● What you are asked to do: In the records below, find the line containing "import math" and the line containing "cr.set_source_rgba(0, 0, 0, alpha"; please repeat exactly the lines from one to the other, both included, and nothing more.

● Data for this exercise:

────────────────────────────────────────

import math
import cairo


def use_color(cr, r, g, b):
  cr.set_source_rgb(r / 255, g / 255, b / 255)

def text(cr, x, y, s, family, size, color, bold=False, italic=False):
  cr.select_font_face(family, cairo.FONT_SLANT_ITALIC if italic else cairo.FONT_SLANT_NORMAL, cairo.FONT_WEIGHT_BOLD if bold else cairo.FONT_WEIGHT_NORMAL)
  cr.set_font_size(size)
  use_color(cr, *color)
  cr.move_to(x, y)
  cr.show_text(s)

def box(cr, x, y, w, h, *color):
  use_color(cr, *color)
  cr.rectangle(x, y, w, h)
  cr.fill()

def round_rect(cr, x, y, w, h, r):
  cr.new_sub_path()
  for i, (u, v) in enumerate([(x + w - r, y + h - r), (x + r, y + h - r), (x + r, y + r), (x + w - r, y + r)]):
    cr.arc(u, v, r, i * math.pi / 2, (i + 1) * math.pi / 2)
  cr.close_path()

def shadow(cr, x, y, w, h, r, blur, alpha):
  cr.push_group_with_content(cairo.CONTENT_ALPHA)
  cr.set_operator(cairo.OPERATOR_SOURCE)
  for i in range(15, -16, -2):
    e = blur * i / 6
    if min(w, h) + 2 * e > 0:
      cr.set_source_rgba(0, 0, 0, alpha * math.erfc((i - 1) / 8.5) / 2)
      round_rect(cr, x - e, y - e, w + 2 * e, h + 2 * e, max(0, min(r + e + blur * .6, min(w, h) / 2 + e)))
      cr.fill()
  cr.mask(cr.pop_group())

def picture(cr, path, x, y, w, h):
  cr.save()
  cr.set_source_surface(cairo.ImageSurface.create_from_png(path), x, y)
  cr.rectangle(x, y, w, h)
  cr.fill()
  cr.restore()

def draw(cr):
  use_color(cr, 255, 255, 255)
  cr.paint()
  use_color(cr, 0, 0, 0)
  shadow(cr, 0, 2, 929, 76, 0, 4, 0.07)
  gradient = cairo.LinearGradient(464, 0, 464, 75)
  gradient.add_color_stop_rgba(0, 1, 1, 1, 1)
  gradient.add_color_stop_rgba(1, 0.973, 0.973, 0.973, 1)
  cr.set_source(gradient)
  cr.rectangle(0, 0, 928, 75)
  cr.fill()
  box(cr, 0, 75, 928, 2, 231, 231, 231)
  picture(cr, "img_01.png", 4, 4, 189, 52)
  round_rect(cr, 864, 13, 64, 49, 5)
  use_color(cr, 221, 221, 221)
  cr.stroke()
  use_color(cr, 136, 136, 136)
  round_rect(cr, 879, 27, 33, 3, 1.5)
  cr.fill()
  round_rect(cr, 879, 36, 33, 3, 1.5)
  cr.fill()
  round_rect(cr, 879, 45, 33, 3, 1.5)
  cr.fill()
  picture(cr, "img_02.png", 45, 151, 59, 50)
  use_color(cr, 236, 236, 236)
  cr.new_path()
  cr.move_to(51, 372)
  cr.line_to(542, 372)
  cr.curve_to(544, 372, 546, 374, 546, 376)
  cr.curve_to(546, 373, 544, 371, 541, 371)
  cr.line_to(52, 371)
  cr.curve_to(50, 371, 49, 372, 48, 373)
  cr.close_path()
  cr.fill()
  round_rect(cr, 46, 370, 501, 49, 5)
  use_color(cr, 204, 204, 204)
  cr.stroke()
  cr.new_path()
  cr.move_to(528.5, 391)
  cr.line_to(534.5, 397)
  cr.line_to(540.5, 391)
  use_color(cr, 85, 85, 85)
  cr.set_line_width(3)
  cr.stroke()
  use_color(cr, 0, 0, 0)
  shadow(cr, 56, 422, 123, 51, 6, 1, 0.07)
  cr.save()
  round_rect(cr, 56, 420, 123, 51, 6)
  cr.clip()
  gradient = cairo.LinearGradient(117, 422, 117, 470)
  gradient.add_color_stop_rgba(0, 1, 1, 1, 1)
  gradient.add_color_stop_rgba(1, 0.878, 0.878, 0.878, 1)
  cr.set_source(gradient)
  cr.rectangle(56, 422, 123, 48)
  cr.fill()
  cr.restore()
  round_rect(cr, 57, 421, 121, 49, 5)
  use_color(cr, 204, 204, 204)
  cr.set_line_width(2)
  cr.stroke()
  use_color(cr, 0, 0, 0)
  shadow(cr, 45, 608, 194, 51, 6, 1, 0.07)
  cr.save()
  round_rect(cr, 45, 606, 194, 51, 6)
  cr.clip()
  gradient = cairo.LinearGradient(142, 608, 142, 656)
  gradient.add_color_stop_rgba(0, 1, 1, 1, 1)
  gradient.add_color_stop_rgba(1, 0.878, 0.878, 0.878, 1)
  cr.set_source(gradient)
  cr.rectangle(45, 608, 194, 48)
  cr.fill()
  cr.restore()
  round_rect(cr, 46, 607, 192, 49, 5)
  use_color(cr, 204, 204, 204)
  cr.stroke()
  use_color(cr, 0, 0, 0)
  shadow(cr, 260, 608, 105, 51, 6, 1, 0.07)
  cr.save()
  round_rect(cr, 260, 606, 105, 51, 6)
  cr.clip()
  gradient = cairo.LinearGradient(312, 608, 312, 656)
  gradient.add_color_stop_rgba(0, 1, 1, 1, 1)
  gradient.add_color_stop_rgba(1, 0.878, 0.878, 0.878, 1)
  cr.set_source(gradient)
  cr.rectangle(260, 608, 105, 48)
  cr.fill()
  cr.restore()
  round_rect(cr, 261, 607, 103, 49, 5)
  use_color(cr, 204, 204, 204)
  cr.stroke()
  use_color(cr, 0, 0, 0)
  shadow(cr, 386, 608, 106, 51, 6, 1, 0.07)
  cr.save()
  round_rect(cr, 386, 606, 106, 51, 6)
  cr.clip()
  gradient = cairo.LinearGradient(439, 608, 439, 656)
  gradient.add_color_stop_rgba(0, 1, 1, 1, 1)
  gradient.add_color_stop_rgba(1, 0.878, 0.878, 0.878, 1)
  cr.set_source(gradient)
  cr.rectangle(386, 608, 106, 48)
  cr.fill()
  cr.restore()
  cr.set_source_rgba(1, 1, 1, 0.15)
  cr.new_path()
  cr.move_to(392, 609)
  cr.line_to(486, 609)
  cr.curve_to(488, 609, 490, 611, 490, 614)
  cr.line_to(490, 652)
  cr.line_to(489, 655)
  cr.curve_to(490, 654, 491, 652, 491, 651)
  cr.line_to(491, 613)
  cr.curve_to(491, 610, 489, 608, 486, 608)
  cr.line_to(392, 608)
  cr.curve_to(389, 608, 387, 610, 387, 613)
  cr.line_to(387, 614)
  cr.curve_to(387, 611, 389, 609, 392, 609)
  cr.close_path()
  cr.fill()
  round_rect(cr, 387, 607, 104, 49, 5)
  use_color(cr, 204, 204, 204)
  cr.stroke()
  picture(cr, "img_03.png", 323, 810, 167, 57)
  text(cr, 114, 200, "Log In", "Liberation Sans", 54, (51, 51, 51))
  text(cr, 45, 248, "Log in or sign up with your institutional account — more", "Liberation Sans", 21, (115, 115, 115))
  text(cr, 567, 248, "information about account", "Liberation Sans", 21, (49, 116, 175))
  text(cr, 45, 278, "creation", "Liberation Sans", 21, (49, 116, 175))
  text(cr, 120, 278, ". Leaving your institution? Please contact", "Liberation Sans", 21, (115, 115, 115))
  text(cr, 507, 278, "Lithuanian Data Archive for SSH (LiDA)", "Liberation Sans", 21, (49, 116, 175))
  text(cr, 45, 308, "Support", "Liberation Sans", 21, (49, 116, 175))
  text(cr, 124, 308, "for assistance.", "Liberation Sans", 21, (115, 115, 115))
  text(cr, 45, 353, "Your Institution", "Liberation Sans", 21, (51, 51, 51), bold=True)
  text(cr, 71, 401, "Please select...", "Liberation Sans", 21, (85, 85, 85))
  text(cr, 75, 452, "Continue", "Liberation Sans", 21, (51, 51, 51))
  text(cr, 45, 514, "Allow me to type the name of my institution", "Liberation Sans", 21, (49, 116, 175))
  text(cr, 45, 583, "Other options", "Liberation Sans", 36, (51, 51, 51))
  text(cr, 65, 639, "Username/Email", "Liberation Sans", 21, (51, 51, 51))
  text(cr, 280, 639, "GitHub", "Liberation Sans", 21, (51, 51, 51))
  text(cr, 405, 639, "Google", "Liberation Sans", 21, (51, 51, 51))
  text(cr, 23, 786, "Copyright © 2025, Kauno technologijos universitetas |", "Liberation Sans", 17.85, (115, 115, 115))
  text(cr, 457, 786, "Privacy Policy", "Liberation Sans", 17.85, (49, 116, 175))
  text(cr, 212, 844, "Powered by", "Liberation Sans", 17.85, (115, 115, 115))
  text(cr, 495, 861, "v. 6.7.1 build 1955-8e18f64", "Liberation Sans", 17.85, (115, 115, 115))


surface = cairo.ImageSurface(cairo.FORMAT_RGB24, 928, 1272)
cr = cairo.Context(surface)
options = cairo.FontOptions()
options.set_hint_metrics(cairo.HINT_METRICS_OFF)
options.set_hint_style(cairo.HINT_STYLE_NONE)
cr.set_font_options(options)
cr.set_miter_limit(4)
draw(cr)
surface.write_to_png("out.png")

────────────────────────────────────────

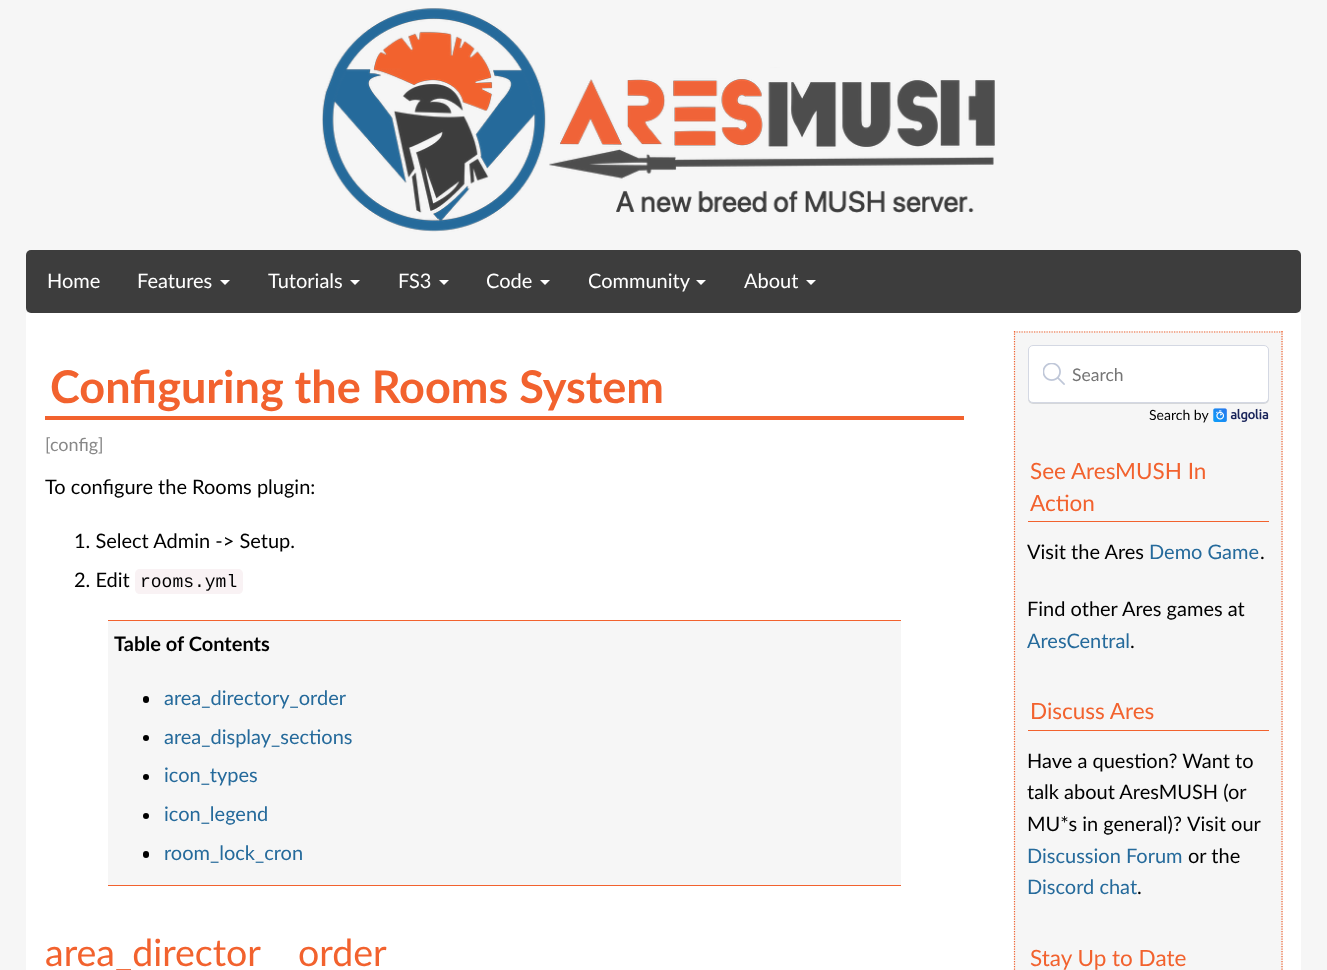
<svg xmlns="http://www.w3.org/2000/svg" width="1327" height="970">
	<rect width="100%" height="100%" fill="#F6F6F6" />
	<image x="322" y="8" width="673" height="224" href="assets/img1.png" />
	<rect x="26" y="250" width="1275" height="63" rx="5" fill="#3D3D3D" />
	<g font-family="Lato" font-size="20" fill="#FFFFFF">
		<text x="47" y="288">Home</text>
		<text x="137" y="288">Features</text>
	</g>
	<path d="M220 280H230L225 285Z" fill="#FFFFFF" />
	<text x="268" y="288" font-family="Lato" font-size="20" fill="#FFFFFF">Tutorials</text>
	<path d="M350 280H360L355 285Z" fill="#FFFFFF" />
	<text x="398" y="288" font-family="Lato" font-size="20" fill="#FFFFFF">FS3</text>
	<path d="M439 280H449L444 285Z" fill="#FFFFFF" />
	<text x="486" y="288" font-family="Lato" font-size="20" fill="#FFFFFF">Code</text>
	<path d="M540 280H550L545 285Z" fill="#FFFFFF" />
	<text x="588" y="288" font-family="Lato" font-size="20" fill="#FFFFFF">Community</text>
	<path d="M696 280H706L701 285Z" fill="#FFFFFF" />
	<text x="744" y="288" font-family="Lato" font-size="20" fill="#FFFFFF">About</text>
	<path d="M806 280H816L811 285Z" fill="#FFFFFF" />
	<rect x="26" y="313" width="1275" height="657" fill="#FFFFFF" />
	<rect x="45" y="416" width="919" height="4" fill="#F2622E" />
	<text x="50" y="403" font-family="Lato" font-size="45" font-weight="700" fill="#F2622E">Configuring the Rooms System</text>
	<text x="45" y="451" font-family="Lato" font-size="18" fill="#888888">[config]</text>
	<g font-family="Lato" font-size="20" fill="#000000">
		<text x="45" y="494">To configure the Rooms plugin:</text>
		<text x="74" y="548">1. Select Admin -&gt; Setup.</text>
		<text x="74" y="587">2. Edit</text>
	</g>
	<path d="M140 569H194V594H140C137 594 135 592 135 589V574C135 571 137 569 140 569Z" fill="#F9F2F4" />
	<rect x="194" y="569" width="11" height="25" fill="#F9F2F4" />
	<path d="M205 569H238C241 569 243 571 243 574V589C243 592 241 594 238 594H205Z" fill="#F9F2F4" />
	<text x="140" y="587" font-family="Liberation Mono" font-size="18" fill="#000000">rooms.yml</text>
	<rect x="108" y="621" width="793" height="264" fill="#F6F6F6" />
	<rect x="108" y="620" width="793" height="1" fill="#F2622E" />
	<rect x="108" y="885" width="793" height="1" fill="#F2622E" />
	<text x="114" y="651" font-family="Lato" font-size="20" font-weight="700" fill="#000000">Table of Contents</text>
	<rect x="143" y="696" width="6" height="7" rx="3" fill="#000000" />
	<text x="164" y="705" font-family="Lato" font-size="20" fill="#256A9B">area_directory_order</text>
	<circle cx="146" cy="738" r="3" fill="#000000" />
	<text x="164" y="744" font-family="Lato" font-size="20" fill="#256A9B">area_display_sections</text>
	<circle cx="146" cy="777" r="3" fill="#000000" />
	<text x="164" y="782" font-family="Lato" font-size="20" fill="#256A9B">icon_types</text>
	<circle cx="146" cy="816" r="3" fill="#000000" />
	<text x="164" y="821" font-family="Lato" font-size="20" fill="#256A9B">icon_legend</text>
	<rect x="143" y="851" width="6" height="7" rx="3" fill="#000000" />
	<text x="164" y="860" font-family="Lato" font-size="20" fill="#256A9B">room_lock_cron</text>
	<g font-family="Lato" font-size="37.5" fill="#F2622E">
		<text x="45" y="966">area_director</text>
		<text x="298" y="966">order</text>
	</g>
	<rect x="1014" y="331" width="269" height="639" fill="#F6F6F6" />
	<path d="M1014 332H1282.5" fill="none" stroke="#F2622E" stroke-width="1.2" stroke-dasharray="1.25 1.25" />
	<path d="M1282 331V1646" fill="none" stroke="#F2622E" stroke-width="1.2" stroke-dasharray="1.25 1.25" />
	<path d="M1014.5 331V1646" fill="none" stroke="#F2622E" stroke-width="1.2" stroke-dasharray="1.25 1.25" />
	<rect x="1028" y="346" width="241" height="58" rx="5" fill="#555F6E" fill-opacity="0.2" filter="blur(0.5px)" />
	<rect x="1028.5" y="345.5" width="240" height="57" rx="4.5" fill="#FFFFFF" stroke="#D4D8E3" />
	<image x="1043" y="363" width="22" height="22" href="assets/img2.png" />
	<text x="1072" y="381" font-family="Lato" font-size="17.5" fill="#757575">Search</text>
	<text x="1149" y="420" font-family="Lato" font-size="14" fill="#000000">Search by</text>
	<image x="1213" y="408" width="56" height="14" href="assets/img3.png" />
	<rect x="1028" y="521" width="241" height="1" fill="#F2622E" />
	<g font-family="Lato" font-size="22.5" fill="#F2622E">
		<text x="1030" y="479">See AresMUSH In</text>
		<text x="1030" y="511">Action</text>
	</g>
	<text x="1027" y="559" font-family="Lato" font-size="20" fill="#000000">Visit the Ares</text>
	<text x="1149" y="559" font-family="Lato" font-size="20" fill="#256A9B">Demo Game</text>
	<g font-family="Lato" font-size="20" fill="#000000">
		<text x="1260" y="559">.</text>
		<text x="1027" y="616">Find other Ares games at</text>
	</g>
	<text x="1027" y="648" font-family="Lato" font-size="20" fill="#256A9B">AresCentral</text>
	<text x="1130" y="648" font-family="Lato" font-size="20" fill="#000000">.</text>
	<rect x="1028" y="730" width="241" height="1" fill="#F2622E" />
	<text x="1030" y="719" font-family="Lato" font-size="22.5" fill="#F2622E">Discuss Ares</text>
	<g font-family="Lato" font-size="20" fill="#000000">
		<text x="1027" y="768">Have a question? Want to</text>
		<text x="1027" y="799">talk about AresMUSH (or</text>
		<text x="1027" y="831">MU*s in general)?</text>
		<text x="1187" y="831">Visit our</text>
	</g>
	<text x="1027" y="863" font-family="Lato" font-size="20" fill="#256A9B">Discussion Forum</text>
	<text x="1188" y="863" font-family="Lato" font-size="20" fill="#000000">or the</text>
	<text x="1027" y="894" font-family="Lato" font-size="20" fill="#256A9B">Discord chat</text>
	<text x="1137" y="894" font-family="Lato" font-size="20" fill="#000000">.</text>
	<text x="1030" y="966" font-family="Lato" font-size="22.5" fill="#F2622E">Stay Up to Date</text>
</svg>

────────────────────────────────────────

● Exercise answer:
import math
import cairo


def use_color(cr, r, g, b):
  cr.set_source_rgb(r / 255, g / 255, b / 255)

def text(cr, x, y, s, family, size, color, bold=False, italic=False):
  cr.select_font_face(family, cairo.FONT_SLANT_ITALIC if italic else cairo.FONT_SLANT_NORMAL, cairo.FONT_WEIGHT_BOLD if bold else cairo.FONT_WEIGHT_NORMAL)
  cr.set_font_size(size)
  use_color(cr, *color)
  cr.move_to(x, y)
  cr.show_text(s)

def box(cr, x, y, w, h, *color):
  use_color(cr, *color)
  cr.rectangle(x, y, w, h)
  cr.fill()

def round_rect(cr, x, y, w, h, r):
  cr.new_sub_path()
  for i, (u, v) in enumerate([(x + w - r, y + h - r), (x + r, y + h - r), (x + r, y + r), (x + w - r, y + r)]):
    cr.arc(u, v, r, i * math.pi / 2, (i + 1) * math.pi / 2)
  cr.close_path()

def shadow(cr, x, y, w, h, r, blur, alpha):
  cr.push_group_with_content(cairo.CONTENT_ALPHA)
  cr.set_operator(cairo.OPERATOR_SOURCE)
  for i in range(15, -16, -2):
    e = blur * i / 6
    if min(w, h) + 2 * e > 0:
      cr.set_source_rgba(0, 0, 0, alpha * math.erfc((i - 1) / 8.5) / 2)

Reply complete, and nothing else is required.